Estimating Your Workers' Comp Costs

To get a rough estimate of your workers' comp costs, you need three pieces of information:

  1. Your state's base rate for your primary class code
  2. Your total annual payroll allocated to each class code
  3. Your experience modification rate (if you have one — new businesses start at 1.0)

Use our workers' comp calculator to estimate your premium based on your specific state, industry, and payroll. The calculator uses current rate data to provide a baseline estimate that you can compare against actual quotes.

Market Outlook for 2026

The workers' compensation market continues to perform well for insurers in 2026, which translates to relatively stable pricing for most policyholders. After years of rate decreases driven by favorable loss trends, the pace of rate reductions has slowed, and rates have largely stabilized in most states.

Key trends shaping the market include:

  • Medical cost inflation — Rising healthcare costs are putting upward pressure on claim severity, partially offsetting improvements in claim frequency.
  • Remote and hybrid work — The continued prevalence of remote work has reduced workplace injury frequency in office-centric industries, contributing to favorable loss ratios.
  • Legalized cannabis — Several states are grappling with how to classify and rate workers in the cannabis industry, which lacks the historical data used to set rates for established industries.
  • Gig economy classification — Ongoing legal and regulatory debates about worker classification (employee vs. independent contractor) continue to affect who is covered under workers' comp and how premiums are calculated.

Frequently Asked Questions

How much does workers' comp cost for a small business?

The average small business with a few employees and $200,000–$500,000 in annual payroll can expect to pay between $1,000 and $5,000 per year for workers' comp, depending on the state and industry. Office-based businesses pay the least, while construction, manufacturing, and healthcare businesses pay significantly more due to higher injury risk.
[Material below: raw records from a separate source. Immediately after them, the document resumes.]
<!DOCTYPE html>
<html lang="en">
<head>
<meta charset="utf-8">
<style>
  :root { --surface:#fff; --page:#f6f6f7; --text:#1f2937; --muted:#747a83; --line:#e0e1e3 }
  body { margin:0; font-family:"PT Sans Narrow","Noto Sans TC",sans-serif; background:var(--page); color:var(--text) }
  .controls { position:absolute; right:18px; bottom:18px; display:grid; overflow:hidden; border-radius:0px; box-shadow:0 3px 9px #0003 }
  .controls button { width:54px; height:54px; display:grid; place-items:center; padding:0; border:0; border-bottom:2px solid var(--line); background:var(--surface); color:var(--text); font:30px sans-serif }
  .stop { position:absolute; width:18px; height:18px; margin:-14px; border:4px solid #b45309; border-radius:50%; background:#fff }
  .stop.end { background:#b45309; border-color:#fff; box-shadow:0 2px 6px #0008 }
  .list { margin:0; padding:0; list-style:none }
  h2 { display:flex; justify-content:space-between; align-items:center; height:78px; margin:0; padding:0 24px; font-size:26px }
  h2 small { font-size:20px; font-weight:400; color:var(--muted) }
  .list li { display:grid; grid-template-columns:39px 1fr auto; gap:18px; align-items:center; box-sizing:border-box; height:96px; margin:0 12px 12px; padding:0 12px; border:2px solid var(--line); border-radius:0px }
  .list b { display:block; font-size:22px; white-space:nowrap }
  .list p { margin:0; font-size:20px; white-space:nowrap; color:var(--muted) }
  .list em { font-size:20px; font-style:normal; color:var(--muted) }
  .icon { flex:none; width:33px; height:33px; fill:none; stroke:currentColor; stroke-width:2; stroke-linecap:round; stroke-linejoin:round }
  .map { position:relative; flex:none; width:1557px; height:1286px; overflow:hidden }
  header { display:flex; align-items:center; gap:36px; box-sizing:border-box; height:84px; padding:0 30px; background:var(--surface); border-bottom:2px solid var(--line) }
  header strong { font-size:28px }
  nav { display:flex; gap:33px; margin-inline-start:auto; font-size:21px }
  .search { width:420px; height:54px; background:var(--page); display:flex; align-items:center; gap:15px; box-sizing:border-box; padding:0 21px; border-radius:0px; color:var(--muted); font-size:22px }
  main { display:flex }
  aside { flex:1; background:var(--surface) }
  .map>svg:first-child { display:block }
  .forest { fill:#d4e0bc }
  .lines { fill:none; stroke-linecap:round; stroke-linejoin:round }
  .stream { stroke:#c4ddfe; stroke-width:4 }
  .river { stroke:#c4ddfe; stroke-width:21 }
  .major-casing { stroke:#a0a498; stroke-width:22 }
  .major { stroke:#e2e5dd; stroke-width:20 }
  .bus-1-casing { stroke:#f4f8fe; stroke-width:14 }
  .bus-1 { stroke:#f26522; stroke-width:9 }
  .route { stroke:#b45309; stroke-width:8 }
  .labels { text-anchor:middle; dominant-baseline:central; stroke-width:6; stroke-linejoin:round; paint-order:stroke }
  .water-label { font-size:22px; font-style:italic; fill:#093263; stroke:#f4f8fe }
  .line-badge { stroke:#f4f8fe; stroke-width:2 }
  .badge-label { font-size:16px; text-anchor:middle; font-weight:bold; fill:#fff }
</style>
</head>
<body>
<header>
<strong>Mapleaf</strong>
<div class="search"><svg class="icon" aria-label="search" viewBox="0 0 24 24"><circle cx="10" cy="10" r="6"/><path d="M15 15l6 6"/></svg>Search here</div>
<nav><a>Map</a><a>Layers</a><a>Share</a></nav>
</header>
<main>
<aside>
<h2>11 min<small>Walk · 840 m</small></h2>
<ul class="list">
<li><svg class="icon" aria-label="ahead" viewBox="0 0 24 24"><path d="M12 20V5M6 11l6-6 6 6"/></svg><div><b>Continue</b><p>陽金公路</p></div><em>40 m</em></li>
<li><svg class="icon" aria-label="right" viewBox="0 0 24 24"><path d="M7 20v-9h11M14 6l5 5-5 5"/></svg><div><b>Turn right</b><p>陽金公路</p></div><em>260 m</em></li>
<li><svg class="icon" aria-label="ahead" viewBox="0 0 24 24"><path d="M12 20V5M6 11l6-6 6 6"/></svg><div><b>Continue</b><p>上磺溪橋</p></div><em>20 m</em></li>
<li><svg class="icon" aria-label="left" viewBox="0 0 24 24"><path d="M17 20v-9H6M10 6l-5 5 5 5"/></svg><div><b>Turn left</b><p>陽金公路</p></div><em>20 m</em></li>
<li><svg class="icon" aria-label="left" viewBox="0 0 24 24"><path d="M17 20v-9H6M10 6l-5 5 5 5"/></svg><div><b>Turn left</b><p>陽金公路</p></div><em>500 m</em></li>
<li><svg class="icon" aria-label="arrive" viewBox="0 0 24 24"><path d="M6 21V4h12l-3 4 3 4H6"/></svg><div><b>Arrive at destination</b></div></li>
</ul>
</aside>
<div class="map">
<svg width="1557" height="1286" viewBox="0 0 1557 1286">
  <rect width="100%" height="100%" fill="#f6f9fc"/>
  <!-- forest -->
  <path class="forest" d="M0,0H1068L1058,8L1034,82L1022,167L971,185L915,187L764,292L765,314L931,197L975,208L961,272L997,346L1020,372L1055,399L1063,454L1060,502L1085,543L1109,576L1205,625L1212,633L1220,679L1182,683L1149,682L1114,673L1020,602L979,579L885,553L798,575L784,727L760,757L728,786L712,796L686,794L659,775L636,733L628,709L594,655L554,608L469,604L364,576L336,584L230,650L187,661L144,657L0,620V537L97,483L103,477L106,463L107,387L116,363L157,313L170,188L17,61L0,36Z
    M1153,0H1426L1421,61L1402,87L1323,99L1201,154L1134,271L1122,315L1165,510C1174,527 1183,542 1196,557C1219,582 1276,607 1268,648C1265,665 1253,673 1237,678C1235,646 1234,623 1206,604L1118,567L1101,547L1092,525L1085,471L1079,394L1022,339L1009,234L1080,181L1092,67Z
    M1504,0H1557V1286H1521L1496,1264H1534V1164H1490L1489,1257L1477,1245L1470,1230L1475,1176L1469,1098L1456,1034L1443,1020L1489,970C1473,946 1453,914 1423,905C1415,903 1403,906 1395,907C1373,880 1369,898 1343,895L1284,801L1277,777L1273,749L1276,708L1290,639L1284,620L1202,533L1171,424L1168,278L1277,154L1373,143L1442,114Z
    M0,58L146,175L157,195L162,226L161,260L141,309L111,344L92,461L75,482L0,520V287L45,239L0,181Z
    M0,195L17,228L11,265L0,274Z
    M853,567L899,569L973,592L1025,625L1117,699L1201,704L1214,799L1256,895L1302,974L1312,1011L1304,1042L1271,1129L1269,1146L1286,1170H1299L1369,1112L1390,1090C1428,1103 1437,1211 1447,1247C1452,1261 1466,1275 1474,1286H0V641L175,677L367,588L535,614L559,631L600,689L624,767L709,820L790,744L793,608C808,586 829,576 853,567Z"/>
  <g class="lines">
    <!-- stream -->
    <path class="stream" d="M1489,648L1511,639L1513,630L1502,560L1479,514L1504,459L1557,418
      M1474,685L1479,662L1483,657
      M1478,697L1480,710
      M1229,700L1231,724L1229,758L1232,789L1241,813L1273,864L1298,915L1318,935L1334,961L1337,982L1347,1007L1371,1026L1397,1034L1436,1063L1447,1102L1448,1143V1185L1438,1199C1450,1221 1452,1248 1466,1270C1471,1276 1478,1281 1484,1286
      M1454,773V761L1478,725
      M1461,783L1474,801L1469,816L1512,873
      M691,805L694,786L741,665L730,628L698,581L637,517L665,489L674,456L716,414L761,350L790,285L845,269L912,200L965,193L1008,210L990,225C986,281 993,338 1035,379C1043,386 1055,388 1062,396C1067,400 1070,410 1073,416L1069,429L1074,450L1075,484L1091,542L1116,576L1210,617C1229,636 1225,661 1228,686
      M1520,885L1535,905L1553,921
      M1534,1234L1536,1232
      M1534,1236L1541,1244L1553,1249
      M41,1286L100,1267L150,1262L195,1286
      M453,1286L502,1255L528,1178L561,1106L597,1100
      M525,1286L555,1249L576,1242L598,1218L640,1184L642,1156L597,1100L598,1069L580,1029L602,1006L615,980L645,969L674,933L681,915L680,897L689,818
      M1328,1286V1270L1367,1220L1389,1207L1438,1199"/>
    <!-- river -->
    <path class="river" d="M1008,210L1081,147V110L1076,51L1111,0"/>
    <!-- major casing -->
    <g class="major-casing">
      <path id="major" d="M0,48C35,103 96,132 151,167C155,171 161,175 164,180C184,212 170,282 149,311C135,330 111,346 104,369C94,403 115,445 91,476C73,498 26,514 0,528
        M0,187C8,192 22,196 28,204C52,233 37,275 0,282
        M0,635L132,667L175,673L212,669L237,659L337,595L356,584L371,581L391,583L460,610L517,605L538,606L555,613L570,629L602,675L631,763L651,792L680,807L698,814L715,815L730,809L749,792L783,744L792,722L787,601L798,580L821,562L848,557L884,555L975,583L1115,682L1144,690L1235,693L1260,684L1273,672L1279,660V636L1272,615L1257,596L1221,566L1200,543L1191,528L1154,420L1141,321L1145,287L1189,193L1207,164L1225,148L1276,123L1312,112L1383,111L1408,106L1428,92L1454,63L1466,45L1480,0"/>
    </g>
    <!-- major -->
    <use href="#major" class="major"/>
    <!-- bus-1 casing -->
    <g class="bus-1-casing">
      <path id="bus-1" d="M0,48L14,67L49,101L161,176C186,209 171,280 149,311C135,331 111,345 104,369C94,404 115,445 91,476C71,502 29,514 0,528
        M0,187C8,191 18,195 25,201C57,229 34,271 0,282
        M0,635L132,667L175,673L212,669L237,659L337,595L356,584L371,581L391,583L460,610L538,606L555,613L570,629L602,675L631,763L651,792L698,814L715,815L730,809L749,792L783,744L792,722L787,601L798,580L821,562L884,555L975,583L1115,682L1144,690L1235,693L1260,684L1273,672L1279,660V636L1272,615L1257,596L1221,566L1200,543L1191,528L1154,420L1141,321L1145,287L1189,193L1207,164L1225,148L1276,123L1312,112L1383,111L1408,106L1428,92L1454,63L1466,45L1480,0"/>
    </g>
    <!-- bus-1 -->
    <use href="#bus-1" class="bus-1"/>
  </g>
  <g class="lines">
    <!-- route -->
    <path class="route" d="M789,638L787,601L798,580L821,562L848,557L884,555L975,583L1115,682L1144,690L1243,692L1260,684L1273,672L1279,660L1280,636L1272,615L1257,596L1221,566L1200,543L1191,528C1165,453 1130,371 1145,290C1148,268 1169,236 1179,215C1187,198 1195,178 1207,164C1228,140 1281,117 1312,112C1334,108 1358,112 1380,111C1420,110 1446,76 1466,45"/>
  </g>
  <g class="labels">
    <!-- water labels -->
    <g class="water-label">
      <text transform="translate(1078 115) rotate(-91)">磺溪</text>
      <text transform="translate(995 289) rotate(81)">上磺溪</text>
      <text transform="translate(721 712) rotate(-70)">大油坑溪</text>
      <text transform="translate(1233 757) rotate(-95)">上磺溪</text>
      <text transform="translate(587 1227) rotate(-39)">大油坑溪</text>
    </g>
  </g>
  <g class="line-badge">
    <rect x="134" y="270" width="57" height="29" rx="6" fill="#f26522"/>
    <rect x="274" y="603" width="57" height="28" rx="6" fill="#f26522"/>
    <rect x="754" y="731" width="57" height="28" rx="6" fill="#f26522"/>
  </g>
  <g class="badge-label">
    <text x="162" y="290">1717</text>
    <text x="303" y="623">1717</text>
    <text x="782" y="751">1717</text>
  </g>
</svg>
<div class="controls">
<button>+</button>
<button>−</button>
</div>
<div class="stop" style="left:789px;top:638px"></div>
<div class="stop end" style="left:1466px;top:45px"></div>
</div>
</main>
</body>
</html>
Do I need workers' comp if I only have one employee?

In most states, yes. The majority of states require workers' compensation coverage as soon as you hire your first employee. A few states set higher thresholds (such as three or five employees), and Texas and South Dakota do not mandate coverage for most private employers. Check your specific state requirements to ensure compliance.

What happens if I don't carry workers' comp insurance?

Operating without required workers' compensation coverage can result in significant penalties, including fines, stop-work orders, and criminal charges depending on your state. You also lose the liability protections that workers' comp provides — meaning injured employees can sue you directly, potentially for unlimited damages.

Can I reduce my workers' comp costs without reducing coverage?

Yes. The most effective strategies include implementing a formal safety program to reduce claim frequency, ensuring employees are correctly classified under the appropriate class codes, improving your EMR through better claims management, and shopping multiple carriers at renewal. These approaches reduce your premium without reducing the benefits available to injured workers.

How does my EMR affect my workers' comp premium?

Your experience modification rate directly multiplies your base premium. An EMR below 1.0 reduces your premium (for example, an EMR of 0.85 means you pay 15% less than the base rate), while an EMR above 1.0 increases it. EMR is based on your claims history over the prior three years, so improving safety and managing claims effectively will gradually lower your EMR and your costs.